クロチョウガイの真珠養殖が難しいと言われていた理由は、

  1. 病気に弱い
  2. 安定して供給できる生息地が発見できない
  3. アコヤガイと体内の構造が違うため核の挿入が難しい

ということだったが、当地ではクロチョウガイの量産に成功しており年間20万貝の稚貝が採取できたので、供給は問題なかった。

挿核試験の一ヶ月後に真珠層を確認。ドンゴナブ湾での黒蝶真珠養殖は成功すると思われた。

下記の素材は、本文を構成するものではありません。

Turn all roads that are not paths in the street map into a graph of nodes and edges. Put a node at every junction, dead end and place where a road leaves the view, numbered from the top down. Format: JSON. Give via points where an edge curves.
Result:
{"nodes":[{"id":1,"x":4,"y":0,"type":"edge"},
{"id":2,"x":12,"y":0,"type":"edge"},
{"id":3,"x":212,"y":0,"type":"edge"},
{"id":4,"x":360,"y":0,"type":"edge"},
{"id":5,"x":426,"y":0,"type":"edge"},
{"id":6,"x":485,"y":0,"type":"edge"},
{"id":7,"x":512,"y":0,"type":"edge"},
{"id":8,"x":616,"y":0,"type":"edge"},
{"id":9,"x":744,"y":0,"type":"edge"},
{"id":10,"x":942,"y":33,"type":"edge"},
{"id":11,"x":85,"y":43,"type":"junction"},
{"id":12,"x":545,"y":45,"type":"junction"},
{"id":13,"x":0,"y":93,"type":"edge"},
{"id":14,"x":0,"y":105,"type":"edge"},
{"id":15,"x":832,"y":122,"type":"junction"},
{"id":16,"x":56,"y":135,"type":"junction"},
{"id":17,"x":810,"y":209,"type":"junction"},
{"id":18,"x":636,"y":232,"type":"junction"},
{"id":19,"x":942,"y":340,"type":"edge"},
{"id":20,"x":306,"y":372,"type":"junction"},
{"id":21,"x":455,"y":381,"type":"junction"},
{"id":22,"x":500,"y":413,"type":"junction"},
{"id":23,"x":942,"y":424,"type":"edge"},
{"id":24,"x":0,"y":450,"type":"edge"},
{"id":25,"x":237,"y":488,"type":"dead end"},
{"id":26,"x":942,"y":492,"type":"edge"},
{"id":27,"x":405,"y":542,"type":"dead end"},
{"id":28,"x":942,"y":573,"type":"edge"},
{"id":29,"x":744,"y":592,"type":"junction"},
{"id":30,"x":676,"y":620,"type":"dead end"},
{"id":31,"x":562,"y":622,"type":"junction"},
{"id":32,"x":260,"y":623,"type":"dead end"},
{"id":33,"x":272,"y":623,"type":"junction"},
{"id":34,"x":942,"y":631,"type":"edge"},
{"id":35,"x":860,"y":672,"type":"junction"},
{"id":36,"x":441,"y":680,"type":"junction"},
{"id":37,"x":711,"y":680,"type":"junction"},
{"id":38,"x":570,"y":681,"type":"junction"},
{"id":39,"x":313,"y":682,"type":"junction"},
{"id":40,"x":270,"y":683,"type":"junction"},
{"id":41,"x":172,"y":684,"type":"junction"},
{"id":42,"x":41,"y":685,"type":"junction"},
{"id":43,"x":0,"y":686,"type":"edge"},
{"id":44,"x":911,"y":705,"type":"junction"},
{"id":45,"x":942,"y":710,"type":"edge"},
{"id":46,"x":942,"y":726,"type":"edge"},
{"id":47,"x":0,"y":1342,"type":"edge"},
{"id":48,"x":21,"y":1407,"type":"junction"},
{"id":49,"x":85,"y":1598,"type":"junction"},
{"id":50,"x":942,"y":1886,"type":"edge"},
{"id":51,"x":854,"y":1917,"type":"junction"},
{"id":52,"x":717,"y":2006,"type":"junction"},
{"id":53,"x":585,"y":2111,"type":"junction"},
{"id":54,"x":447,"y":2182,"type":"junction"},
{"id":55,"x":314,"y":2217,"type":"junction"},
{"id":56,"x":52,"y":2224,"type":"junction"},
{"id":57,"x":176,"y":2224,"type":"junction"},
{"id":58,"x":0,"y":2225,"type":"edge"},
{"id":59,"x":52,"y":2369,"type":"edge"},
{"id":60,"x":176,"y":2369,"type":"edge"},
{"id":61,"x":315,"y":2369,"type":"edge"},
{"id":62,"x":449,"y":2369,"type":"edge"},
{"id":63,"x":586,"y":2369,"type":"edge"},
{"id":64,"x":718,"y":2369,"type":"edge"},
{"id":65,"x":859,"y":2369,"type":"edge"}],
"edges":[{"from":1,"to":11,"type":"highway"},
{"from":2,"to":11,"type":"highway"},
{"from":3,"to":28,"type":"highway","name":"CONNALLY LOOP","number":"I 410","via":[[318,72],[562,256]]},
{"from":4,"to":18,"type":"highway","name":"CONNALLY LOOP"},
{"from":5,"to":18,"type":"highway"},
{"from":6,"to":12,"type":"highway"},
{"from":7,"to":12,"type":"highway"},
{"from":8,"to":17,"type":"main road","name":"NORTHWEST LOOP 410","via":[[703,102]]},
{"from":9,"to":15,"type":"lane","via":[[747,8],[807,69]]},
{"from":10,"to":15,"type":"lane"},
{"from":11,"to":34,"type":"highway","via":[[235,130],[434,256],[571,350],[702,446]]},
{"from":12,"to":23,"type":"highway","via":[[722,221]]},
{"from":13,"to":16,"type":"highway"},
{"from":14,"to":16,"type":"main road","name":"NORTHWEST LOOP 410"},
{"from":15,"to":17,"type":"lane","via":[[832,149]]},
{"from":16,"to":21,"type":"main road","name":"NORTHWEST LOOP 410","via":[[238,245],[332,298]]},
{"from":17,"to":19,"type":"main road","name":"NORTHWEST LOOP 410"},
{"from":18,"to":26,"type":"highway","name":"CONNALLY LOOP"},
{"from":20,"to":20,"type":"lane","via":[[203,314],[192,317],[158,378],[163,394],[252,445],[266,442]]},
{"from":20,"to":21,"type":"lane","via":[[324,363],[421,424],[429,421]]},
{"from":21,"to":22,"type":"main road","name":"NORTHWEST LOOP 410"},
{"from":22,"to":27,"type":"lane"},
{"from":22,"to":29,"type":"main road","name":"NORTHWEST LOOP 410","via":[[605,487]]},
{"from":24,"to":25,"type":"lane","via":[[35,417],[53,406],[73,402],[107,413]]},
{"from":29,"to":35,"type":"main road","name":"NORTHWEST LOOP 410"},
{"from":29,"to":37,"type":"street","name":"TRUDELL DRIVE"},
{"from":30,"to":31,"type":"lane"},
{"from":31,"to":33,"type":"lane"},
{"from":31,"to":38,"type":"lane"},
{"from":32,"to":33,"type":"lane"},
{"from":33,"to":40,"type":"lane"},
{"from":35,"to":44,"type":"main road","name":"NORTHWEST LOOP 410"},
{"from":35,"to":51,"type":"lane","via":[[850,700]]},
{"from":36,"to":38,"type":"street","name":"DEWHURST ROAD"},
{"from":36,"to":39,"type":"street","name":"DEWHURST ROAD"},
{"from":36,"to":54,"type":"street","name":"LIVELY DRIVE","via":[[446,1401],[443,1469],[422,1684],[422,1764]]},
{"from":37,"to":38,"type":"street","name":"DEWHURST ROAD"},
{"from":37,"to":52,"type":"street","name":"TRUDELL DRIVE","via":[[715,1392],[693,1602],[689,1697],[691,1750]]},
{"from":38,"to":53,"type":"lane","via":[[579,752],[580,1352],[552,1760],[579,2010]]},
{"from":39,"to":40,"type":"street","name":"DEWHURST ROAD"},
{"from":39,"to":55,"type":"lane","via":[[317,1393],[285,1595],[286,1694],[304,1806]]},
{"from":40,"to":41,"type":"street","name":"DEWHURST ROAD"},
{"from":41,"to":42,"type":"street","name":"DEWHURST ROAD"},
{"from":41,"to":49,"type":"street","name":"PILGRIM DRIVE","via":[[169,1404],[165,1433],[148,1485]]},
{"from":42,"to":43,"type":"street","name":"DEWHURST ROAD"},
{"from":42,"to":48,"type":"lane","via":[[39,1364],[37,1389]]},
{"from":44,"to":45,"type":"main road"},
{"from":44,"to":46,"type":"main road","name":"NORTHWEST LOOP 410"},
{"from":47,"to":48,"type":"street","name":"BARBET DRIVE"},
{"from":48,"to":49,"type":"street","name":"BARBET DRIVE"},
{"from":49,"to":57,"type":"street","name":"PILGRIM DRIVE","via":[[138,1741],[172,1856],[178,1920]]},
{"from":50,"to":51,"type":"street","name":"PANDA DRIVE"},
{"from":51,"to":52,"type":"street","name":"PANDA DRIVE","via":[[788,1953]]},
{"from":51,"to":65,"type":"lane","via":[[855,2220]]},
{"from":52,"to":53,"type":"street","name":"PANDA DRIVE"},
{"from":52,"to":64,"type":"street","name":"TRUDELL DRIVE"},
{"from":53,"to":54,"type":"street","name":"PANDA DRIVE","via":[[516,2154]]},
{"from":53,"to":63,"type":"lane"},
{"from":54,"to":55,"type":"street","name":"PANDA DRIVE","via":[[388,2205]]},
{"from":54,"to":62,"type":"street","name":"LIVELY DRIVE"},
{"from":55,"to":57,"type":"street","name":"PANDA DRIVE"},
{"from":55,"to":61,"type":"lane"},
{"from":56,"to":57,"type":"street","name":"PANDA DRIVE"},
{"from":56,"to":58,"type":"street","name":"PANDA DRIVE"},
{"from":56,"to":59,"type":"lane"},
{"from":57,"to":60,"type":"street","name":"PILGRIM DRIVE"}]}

が、2シーズン目の1969年3月。クロチョウガイの原因不明の大量死によって真珠養殖は失敗してしまう。稚貝から施術貝あわせて約100万。

壊滅。

養殖していたクロチョウガイの数がドンゴナブ湾の能力を超えてしまったのか。長年のクロチョウガイの養殖によって海の状態が悪くなっていたのか。とにかく直接の原因はわからなかったらしい。

横溝氏はこのように書いている。

クロチョウガイは病気に弱いのが今まで産業化できない原因の一つと言われてきたが、このすさまじいハプニングも、われわれが自然の摂理というロジックを中断したという点をおおいに反省しなければならないと思う。(タカポト島の黒い真珠 144ページ)

失意のうち1970年5月帰国。

  Google Mapリンク→スーダンにあった真珠養殖場の位置

スーダンの位置 真珠養殖場の位置(☆マーク)

*現在の内戦中の南スーダンは海のない内陸部である。

 

◇横溝氏タカポト島へ

1971年 タヒチ政府は旭光産業の真珠養殖技術者を招聘する。横溝節夫である。

2年後にタカポト島で約1000個の真珠を収穫。この成功によって真珠養殖はタヒチにとって観光に次ぐ第二の産業となっていく。

タヒチの成功の裏にはスーダンはじめ各国での経験が生かされたのだろう。スーダンで成功していればスーダンブランドの黒真珠ができていたかもしれないと思うと興味深い。